In a surprisingly cool and collected effort, Aaron Brooks wasted little time as he took the inbounds pass, dribbled right up the court, and hit a bank-in jumper to give the Ducks a 2 point lead and leaving just :13 seconds in regulation. UCLA quickly called a timeout and drew up a scoring play to extend or win the game. Out of the break, forward Josh Shipp got a good look, but misfired on a last second attempt on a would be game winning 3. The Ducks controlled the rebound as the buzzer sounded.
Here is a great video of the final sequence, shot from the stands:
And here is a version of the final stretch from the TV broadcast:
The Oregon Ducks and Mac Court had slayed the #1 team in the country, and saddled UCLA with their first loss of the season. The relieved and overjoyed Duck fans enthusiastically rushed the court in celebration.
Oregon had held off a balanced Bruin attack with Russell Westbrook scoring 10 points, Aaron Afflalo accounted for 14, Darren Collison 11, and Josh Shipp added another 14. Big man Luc Richard Mbah a Moute led all players with 8 rebounds, which helped the Bruins to a 35-22 overall advantage on the boards. The Bruins held a 10-6 edge in steals but lost the turnover battle overall, 17-14. On that day, UCLA also had struggled with efficency en route to shooting just 41.8% on field goals, and an anemic 12-18 (66.7%) on free throws for the game.
It was the first defeat for the Bruins since losing in the National Championship game against Florida the year before.
Said UCLA Senior Aaron Afflalo “I never thought I would feel this again in my career. I truly though this team couldn’t be beat… I wouldn’t say we were invincible, but I didn’t think we could be beat.
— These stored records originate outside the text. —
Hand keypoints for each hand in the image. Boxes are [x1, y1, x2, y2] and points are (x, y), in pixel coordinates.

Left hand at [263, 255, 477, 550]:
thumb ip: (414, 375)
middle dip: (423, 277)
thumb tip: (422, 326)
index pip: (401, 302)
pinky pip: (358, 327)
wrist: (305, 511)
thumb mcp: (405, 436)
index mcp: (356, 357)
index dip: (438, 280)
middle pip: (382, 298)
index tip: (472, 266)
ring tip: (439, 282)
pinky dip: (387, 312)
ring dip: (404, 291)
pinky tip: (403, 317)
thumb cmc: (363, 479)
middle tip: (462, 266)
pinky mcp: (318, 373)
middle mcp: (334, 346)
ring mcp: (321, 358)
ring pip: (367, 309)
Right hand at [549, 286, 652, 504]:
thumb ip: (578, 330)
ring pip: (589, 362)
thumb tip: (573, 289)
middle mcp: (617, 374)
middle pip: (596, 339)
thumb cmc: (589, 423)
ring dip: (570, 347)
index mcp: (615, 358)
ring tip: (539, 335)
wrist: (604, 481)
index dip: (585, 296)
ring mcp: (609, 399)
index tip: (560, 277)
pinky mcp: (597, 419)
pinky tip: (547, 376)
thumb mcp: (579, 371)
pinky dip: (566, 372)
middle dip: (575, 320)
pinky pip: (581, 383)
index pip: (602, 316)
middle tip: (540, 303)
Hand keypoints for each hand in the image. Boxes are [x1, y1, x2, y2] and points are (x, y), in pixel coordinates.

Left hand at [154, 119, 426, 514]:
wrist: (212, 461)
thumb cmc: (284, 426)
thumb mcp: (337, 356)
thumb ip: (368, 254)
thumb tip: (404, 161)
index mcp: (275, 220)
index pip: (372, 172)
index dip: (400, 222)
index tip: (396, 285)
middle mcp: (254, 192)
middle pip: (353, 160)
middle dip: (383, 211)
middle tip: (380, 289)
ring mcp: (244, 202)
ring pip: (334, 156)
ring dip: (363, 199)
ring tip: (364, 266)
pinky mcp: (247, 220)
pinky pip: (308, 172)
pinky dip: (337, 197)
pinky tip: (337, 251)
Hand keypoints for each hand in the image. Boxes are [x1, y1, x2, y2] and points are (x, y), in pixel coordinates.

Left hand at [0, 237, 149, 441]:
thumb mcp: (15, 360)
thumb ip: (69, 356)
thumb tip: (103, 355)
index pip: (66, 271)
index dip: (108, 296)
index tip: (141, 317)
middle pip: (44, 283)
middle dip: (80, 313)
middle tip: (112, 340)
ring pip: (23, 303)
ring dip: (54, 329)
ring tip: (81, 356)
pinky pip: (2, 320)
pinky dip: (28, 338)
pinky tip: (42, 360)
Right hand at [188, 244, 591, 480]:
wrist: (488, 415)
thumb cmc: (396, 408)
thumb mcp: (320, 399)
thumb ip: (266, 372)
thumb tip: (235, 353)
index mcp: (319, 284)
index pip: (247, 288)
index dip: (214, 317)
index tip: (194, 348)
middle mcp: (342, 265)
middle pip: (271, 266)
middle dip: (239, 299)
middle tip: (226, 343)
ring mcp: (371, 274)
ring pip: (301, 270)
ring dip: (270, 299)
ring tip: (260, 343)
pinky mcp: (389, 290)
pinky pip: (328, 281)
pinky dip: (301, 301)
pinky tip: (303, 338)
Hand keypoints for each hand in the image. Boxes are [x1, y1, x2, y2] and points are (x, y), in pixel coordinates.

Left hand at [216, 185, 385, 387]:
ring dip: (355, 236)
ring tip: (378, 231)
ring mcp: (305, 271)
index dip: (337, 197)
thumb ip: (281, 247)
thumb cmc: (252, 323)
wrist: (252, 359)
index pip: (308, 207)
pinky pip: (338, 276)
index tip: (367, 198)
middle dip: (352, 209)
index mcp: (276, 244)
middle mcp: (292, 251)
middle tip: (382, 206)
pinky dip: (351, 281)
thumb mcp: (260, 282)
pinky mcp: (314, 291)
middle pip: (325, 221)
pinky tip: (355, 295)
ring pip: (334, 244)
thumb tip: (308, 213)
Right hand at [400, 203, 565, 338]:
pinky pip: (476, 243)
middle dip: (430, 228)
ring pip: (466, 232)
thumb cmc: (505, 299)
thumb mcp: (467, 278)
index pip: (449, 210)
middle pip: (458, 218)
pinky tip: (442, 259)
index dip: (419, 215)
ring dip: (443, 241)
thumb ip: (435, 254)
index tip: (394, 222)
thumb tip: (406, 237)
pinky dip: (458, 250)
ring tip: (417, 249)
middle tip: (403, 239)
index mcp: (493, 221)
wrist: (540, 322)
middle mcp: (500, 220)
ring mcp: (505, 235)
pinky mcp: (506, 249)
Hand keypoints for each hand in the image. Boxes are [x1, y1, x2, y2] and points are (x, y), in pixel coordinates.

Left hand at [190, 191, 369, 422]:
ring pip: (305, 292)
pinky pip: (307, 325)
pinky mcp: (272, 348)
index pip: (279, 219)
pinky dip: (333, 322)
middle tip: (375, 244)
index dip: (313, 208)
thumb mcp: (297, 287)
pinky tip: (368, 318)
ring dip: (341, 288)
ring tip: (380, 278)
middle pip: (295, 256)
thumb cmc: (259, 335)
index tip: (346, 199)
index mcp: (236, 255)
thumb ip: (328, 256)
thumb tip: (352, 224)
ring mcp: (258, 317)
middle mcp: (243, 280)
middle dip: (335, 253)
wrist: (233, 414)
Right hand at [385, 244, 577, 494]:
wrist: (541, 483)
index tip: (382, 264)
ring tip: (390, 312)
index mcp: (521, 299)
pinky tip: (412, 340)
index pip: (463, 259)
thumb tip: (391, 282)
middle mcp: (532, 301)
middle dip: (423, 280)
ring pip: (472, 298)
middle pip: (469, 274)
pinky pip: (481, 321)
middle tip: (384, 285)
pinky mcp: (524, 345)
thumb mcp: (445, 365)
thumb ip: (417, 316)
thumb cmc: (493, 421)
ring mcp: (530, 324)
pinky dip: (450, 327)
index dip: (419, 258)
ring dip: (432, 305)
“This is probably my worst loss ever.”
Conversely, Oregon was superb in converting on 19-21 free throw attempts for an outstanding team effort of 90.5%. While Brooks led the way in scoring, it was the freshman Tajuan Porter who logged a game high 38 minutes. TP did not have his best game against the NBA ready Bruin guards, going just 2-9 from the field and 2-7 from 3 for 9 points. Bryce Taylor added 11 points, and “Champ” Oguchi contributed 5. Maarty Leunen had a big game of his own, pouring in 18 points and ripping down 7 rebounds.
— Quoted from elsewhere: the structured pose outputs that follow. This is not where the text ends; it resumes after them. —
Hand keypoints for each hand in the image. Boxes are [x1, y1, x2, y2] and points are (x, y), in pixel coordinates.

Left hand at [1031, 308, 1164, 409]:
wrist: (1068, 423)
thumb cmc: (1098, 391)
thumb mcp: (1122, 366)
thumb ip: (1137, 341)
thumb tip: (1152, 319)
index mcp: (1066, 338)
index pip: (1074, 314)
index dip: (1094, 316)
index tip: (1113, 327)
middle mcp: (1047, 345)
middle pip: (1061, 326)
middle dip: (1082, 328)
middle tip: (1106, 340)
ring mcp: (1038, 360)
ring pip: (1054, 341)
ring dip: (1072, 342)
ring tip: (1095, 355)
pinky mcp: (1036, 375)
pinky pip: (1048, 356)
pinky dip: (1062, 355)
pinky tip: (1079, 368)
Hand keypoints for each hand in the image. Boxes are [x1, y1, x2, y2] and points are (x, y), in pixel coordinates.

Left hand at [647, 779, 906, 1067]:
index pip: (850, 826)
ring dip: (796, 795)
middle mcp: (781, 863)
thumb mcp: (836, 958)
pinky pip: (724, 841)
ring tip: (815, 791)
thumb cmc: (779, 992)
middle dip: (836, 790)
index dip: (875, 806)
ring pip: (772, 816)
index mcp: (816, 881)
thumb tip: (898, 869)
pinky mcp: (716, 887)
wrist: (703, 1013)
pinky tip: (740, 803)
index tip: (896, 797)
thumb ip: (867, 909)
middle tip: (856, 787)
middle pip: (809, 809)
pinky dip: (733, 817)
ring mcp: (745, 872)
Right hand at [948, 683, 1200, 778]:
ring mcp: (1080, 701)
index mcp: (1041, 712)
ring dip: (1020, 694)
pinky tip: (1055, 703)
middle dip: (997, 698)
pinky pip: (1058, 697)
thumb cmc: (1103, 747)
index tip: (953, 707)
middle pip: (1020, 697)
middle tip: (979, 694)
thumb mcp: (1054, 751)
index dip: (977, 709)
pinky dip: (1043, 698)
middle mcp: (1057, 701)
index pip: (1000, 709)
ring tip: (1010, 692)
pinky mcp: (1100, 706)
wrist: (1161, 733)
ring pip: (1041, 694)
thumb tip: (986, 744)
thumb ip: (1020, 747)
Head coach Ernie Kent praised his team after the game, ” This is a together basketball team, their spirit is unbelievable… This was a moment for me to embrace that building (Mac Court) again. It is such a great building with so much history and tradition and passion. I’ve been there as a player, and as coach, but this is the first time this group has experienced that.”
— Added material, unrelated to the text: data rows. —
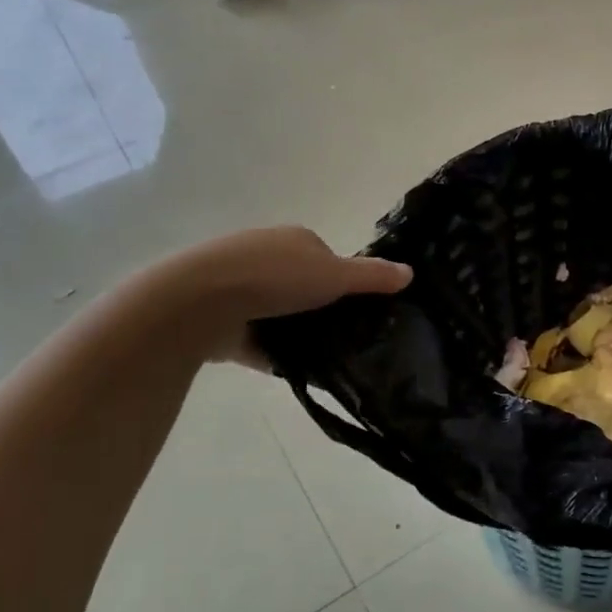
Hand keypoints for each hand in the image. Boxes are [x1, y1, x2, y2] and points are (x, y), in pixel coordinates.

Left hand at [140, 226, 411, 366]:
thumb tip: (411, 272)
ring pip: (281, 314)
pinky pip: (259, 341)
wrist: (201, 302)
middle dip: (322, 308)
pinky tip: (297, 371)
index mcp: (294, 240)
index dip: (346, 282)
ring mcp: (241, 290)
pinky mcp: (224, 322)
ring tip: (326, 358)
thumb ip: (372, 276)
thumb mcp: (335, 274)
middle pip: (305, 286)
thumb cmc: (275, 277)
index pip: (328, 259)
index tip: (362, 309)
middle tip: (348, 336)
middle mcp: (266, 258)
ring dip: (298, 332)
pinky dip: (275, 354)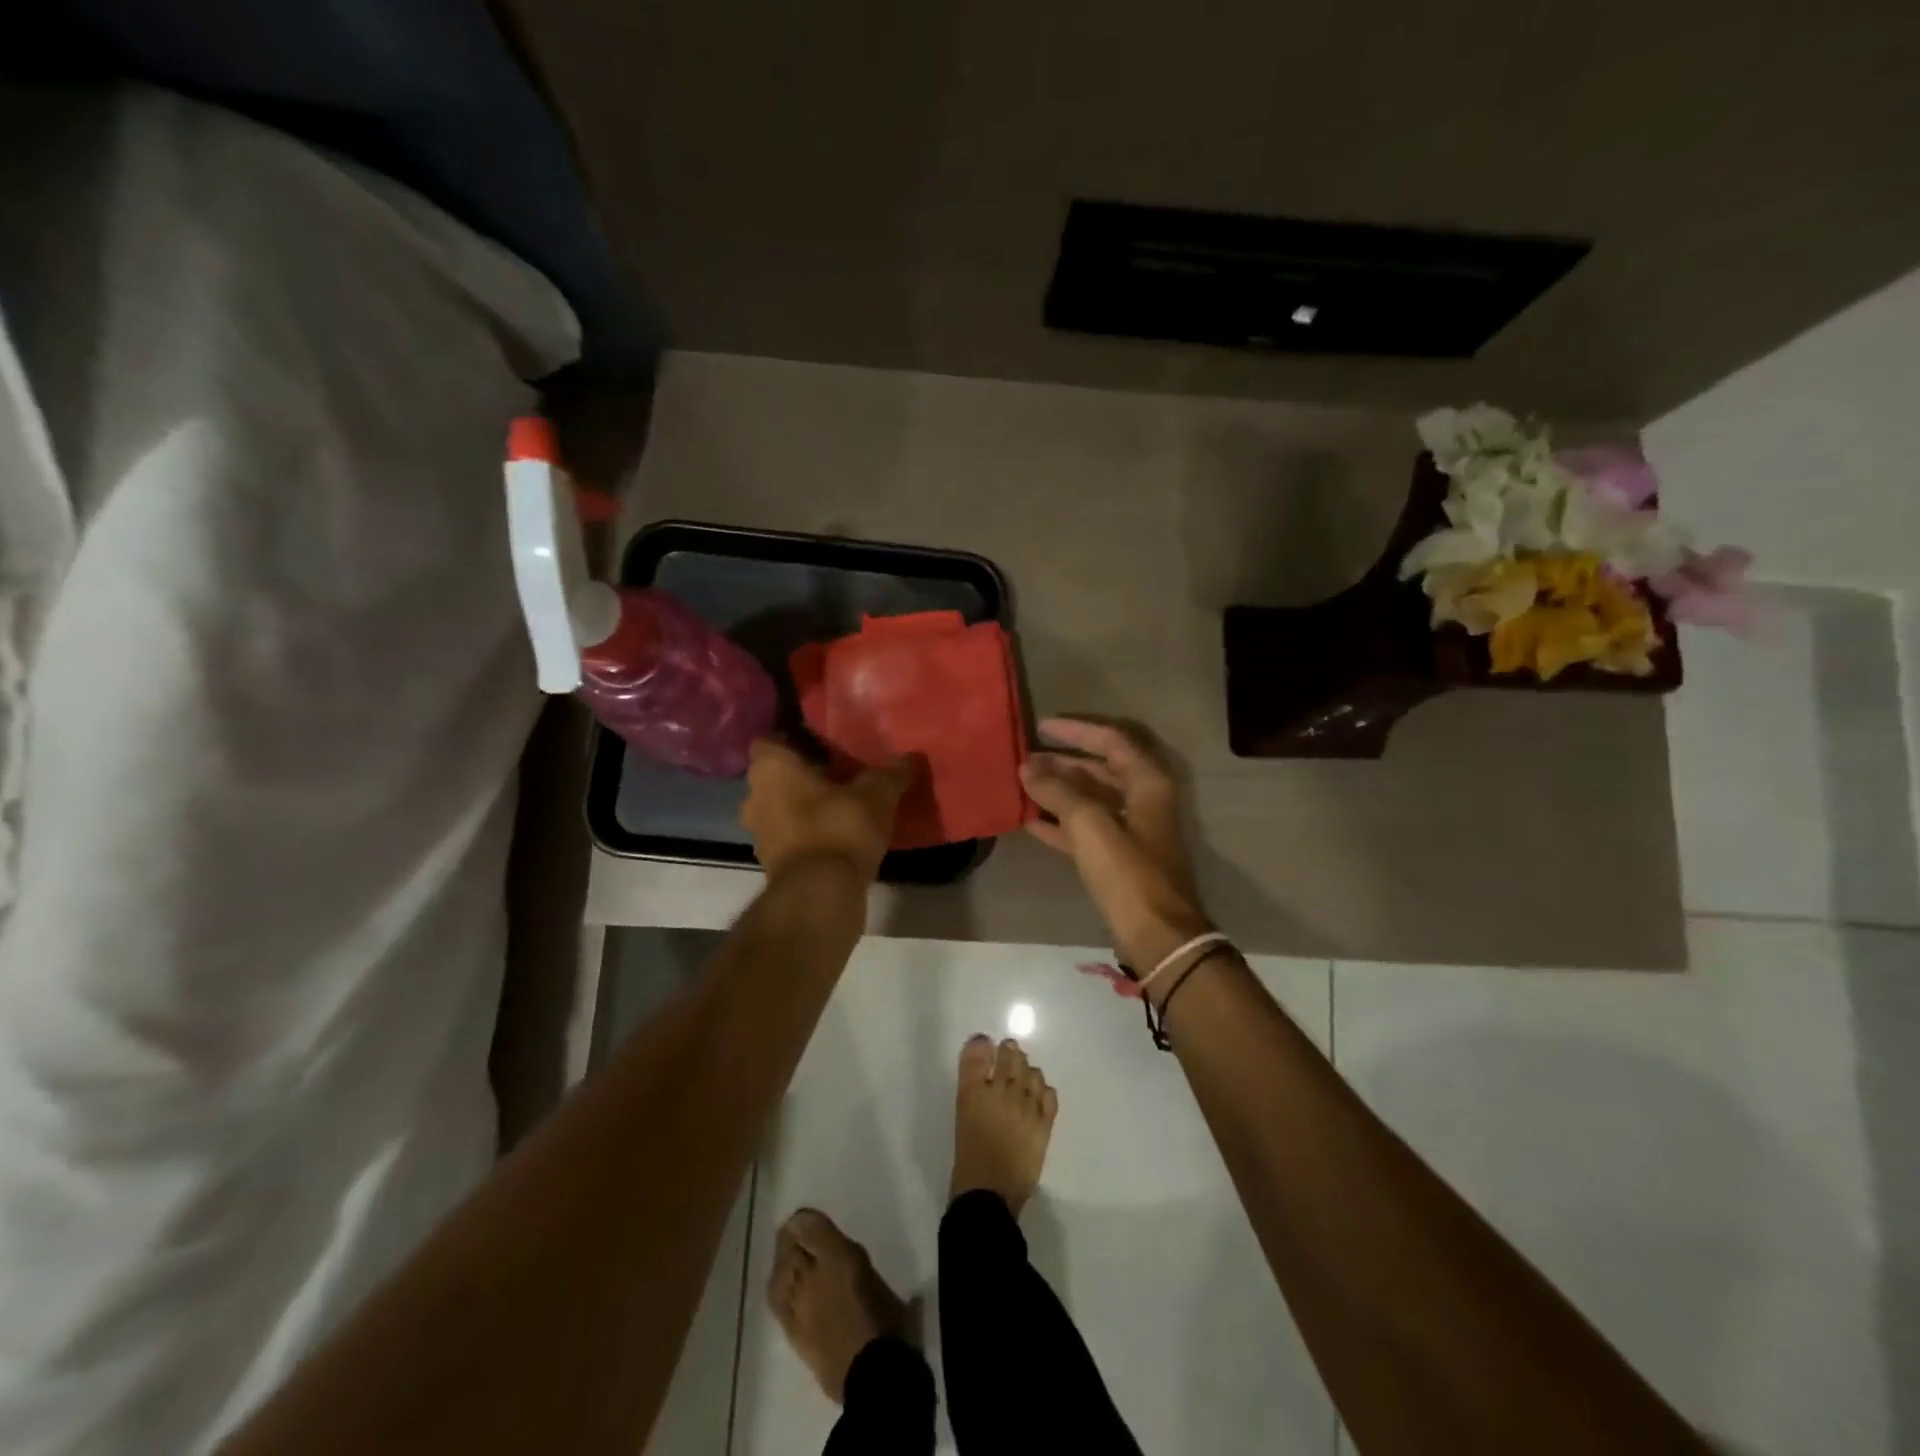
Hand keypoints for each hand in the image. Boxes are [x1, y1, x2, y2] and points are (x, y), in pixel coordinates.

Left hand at [740, 739, 915, 883]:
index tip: (823, 744)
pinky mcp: (771, 862)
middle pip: (776, 776)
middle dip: (803, 775)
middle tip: (840, 773)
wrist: (821, 894)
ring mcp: (759, 833)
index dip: (794, 740)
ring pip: (781, 807)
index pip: (771, 741)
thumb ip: (892, 773)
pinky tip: (838, 834)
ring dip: (805, 806)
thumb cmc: (839, 828)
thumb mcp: (877, 795)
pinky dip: (807, 834)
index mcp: (770, 768)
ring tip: (842, 805)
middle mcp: (754, 796)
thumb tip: (912, 757)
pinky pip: (789, 836)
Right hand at [1020, 717, 1213, 979]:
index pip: (1110, 740)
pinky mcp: (1118, 858)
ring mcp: (1132, 829)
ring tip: (1022, 785)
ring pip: (1090, 800)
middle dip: (1062, 762)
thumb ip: (1057, 791)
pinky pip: (1085, 830)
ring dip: (1058, 792)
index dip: (1075, 731)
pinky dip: (1060, 824)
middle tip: (1025, 758)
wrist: (1156, 934)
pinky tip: (1030, 822)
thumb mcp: (1089, 824)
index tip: (1040, 727)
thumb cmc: (1127, 871)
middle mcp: (1143, 799)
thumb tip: (1027, 766)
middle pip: (1099, 769)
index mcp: (1146, 782)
“It just shows we can play with anybody” explained Aaron Brooks.
Here are some more game highlights from the stands:
The game marked an early high point in a great season that saw the Ducks win the Pac-10 tournament and reach their 2nd Elite Eight game under coach Ernie Kent. The 2007 upset of #1 UCLA will be remembered as one of the most exciting wins of the 2000’s in Mac Court history.